Salt Lake County Library System's newest "jewel" will be open to the public after a ribbon cutting at 10 a.m. today.
It's the new $3 million Bingham Creek Library at 4834 W. 9000 South. The library, the 17th to be built in the county system, has been a monumental project that has consumed large numbers of people for many years, said county library director Eileen B. Longsworth."As our newest library jewel comes on-line, I find myself thinking about all of the work and planning that goes into this type of project," she said.
With much landscaping work yet to be done and some furniture yet to be delivered, "we've had to make some compromises. But everything will look wonderful. We're just about there. The public is anxious" for the opening, Longsworth said Friday.
The 19,000-square-foot structure was scheduled to be open for public use July 6, with the ribbon cutting and grand opening planned for Saturday. But delays in receiving furnishings and equipment, problems in getting landscaping under way, installation of electronic equip-ment for materials security and other difficulties forced postponement of the opening.
But the problems didn't halt a number of previously scheduled activities held earlier this week in the library auditorium.
And the problems haven't seemed to dampen the enthusiasm of the county library system staff, Bingham Creek Library manager Susan Hamada, the county library board and scores of others involved in the project.
The taupe brick structure, with its burgundy metal roof and windows that highlight vaulted ceilings, commands a panoramic view of the Salt Lake Valley.
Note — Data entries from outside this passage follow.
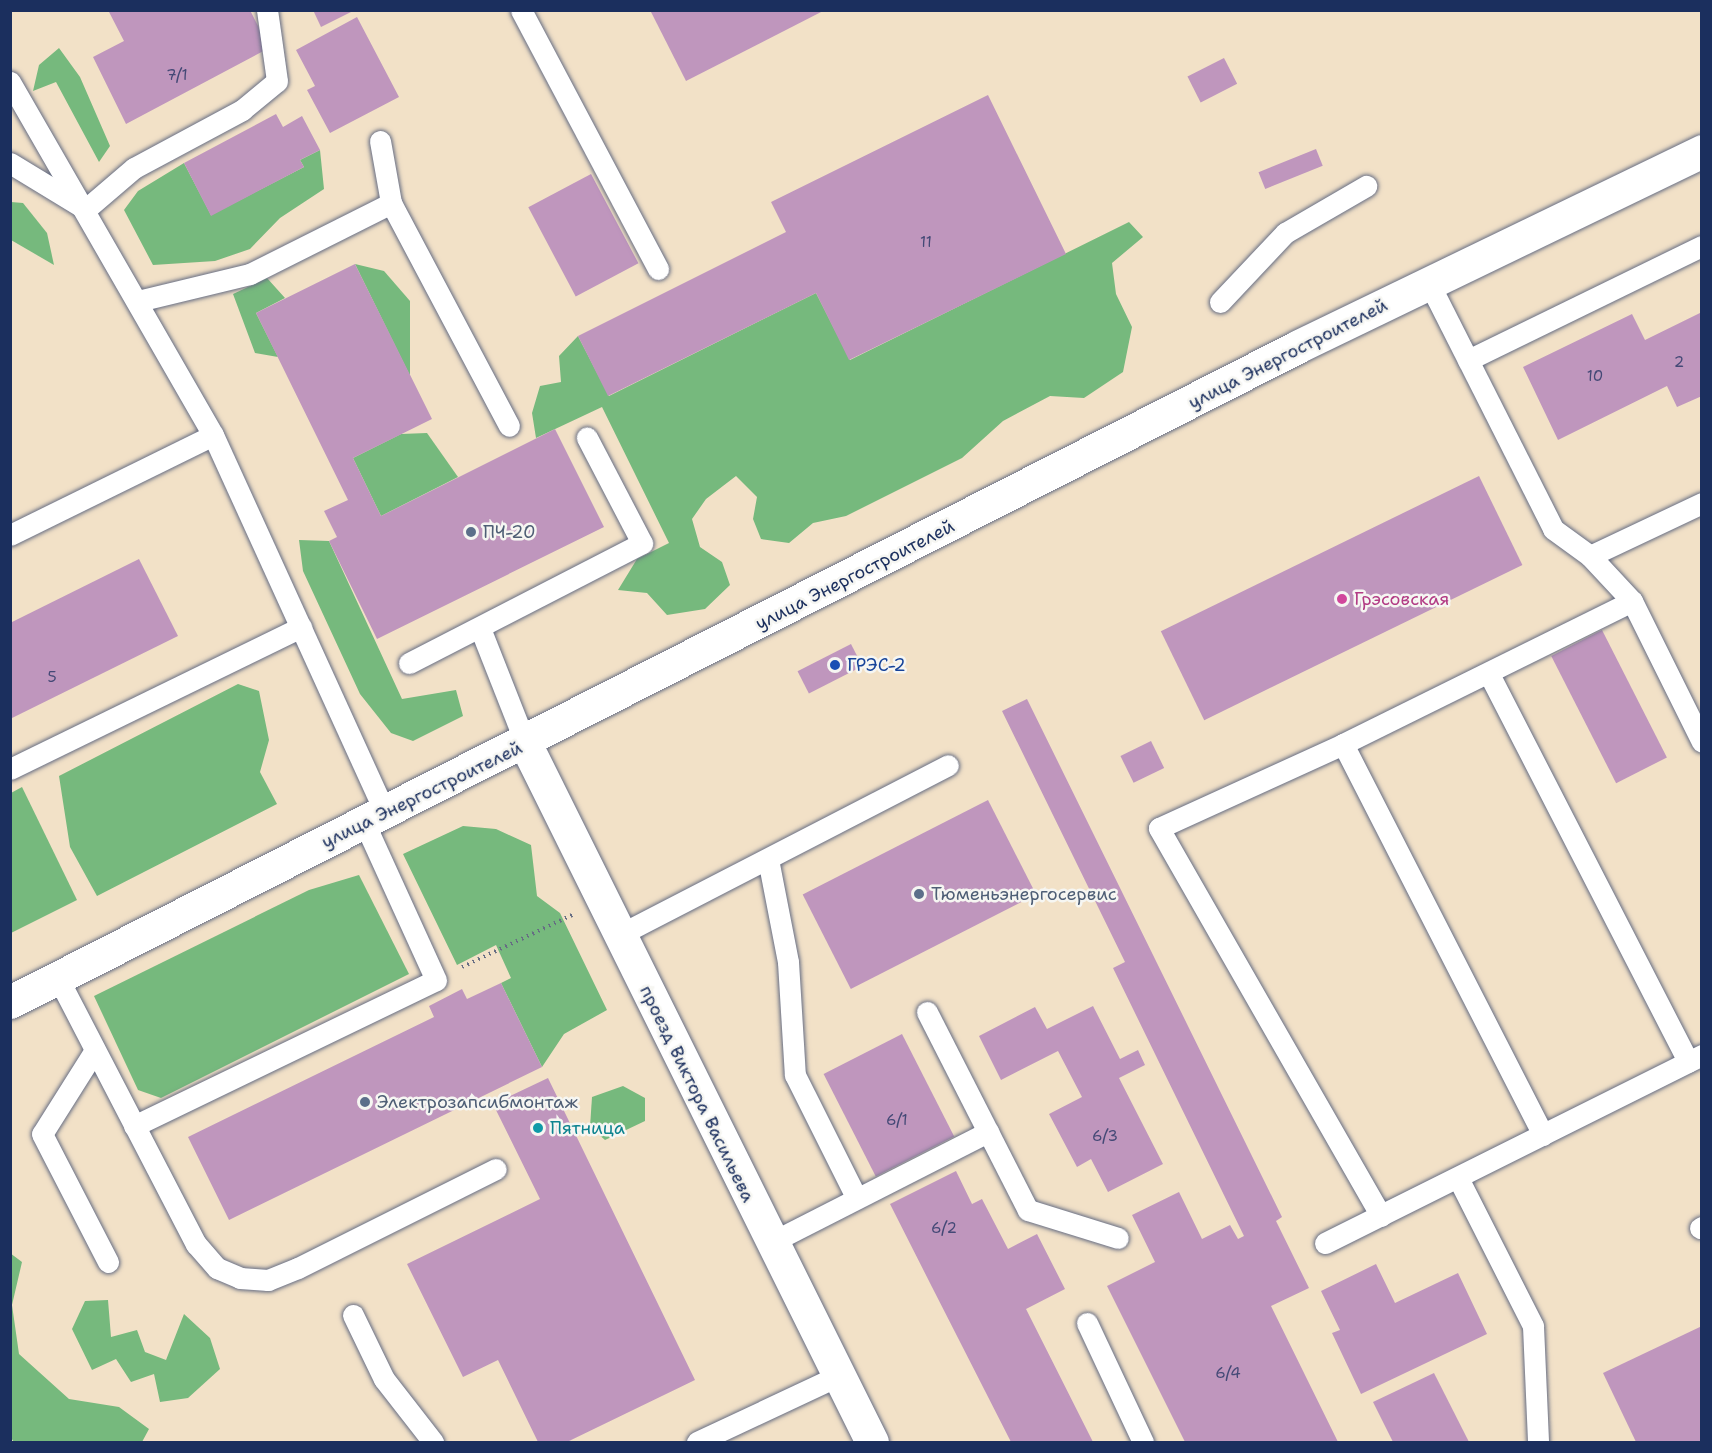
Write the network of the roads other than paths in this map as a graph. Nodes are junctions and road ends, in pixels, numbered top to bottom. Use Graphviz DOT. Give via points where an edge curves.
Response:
graph roads {
  1 [pos="267,10"];
  2 [pos="521,10"];
  3 [pos="10,82"];
  4 [pos="380,141"];
  5 [pos="1701,151"];
  6 [pos="10,163"];
  7 [pos="1366,186"];
  8 [pos="392,203"];
  9 [pos="86,209"];
  10 [pos="1701,246"];
  11 [pos="658,269"];
  12 [pos="1430,284"];
  13 [pos="138,301"];
  14 [pos="1220,302"];
  15 [pos="1468,360"];
  16 [pos="509,426"];
  17 [pos="213,435"];
  18 [pos="587,438"];
  19 [pos="1701,503"];
  20 [pos="10,535"];
  21 [pos="1590,556"];
  22 [pos="1632,601"];
  23 [pos="301,627"];
  24 [pos="480,628"];
  25 [pos="409,663"];
  26 [pos="1489,674"];
  27 [pos="1701,742"];
  28 [pos="1343,744"];
  29 [pos="526,745"];
  30 [pos="948,765"];
  31 [pos="10,769"];
  32 [pos="375,817"];
  33 [pos="768,858"];
  34 [pos="619,934"];
  35 [pos="57,978"];
  36 [pos="10,1002"];
  37 [pos="927,1012"];
  38 [pos="95,1050"];
  39 [pos="1695,1059"];
  40 [pos="134,1126"];
  41 [pos="988,1132"];
  42 [pos="1543,1135"];
  43 [pos="496,1169"];
  44 [pos="1458,1178"];
  45 [pos="856,1197"];
  46 [pos="1381,1216"];
  47 [pos="1118,1238"];
  48 [pos="770,1243"];
  49 [pos="1325,1243"];
  50 [pos="108,1262"];
  51 [pos="353,1315"];
  52 [pos="1087,1323"];
  53 [pos="838,1376"];
  54 [pos="433,1443"];
  55 [pos="696,1443"];
  56 [pos="872,1443"];
  57 [pos="1143,1443"];
  58 [pos="1538,1443"];
  1 -- 9 [label="lane" via="277,81 242,110 134,168"];
  2 -- 11 [label="lane"];
  3 -- 9 [label="lane"];
  4 -- 8 [label="lane"];
  5 -- 12 [label="main road, улица Энергостроителей"];
  6 -- 9 [label="lane"];
  7 -- 14 [label="lane" via="1285,233"];
  8 -- 13 [label="lane" via="250,274"];
  8 -- 16 [label="lane"];
  9 -- 13 [label="lane"];
  10 -- 15 [label="lane"];
  12 -- 15 [label="lane"];
  12 -- 29 [label="main road, улица Энергостроителей"];
  13 -- 17 [label="lane"];
  15 -- 21 [label="lane" via="1553,529"];
  17 -- 20 [label="lane"];
  17 -- 23 [label="lane"];
  18 -- 24 [label="lane" via="642,543"];
  19 -- 21 [label="lane"];
  21 -- 22 [label="lane"];
  22 -- 26 [label="lane"];
  22 -- 27 [label="lane"];
  23 -- 31 [label="lane"];
  23 -- 32 [label="lane"];
  24 -- 25 [label="lane"];
  24 -- 29 [label="lane"];
  26 -- 28 [label="lane"];
  26 -- 39 [label="lane"];
  28 -- 42 [label="lane"];
  28 -- 46 [label="lane" via="1159,828"];
  29 -- 32 [label="main road, улица Энергостроителей"];
  29 -- 34 [label="main road, проезд Виктора Васильева"];
  30 -- 33 [label="lane"];
  32 -- 35 [label="main road, улица Энергостроителей"];
  32 -- 40 [label="lane" via="436,980"];
  33 -- 34 [label="lane"];
  33 -- 45 [label="lane" via="788,962 795,1074"];
  34 -- 48 [label="main road, проезд Виктора Васильева"];
  35 -- 36 [label="main road, улица Энергостроителей"];
  35 -- 38 [label="lane"];
  37 -- 41 [label="lane"];
  38 -- 40 [label="lane"];
  38 -- 50 [label="lane" via="42,1134"];
  39 -- 42 [label="lane"];
  40 -- 43 [label="lane" via="196,1244 217,1268 240,1278 268,1280 298,1268"];
  41 -- 45 [label="lane"];
  41 -- 47 [label="lane" via="1028,1210"];
  42 -- 44 [label="lane"];
  44 -- 46 [label="lane"];
  44 -- 58 [label="lane" via="1533,1326"];
  45 -- 48 [label="lane"];
  46 -- 49 [label="lane"];
  48 -- 53 [label="main road, проезд Виктора Васильева"];
  51 -- 54 [label="lane" via="384,1379"];
  52 -- 57 [label="lane"];
  53 -- 55 [label="lane"];
  53 -- 56 [label="main road, проезд Виктора Васильева"];
}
The library will fill a growing need for library services in the southwestern end of the valley, officials say.
In addition to Bingham Creek plus two existing libraries in West Jordan and South Jordan, a new library is under construction in Riverton. It is tentatively scheduled to open in March.
And land was recently purchased for a future library in Draper, said Scott R. Russell, library marketing manager.
The Bingham Creek Library has 32 computers available for visitors' use. The library contains about 90,000 items - including an audiovisual collection featuring books on tape, videos and compact discs - and has the capacity for an additional 60,000 items. It was designed with families in mind, said David Fetzer, project architect for MHTN Architects Inc.
The children's area, where a number of miniature airplanes are suspended from the ceiling, was "nicely planned so that all children's materials are together. The children's area contains a large and more diversified audiovisual collection," said Anne Nabaum, a children's librarian.
Hamada said she hopes library staff and visitors will enjoy the new facility. But she said library visitors have not been asking about the building, its burgundy and willow carpeting, furnishings and equipment.